(Data records)
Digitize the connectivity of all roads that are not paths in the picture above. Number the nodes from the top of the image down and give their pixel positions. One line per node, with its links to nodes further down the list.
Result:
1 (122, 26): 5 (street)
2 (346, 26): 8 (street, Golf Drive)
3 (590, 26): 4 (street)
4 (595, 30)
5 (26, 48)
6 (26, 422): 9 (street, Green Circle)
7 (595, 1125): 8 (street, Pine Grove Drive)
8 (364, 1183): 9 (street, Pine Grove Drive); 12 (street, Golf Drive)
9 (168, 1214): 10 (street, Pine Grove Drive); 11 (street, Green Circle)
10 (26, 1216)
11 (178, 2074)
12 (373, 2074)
(End Data records)
What is being asked: The records above are to be given again in full, exactly as written.

Solution to the exercise:
Digitize the connectivity of all roads that are not paths in the picture above. Number the nodes from the top of the image down and give their pixel positions. One line per node, with its links to nodes further down the list.
Result:
1 (122, 26): 5 (street)
2 (346, 26): 8 (street, Golf Drive)
3 (590, 26): 4 (street)
4 (595, 30)
5 (26, 48)
6 (26, 422): 9 (street, Green Circle)
7 (595, 1125): 8 (street, Pine Grove Drive)
8 (364, 1183): 9 (street, Pine Grove Drive); 12 (street, Golf Drive)
9 (168, 1214): 10 (street, Pine Grove Drive); 11 (street, Green Circle)
10 (26, 1216)
11 (178, 2074)
12 (373, 2074)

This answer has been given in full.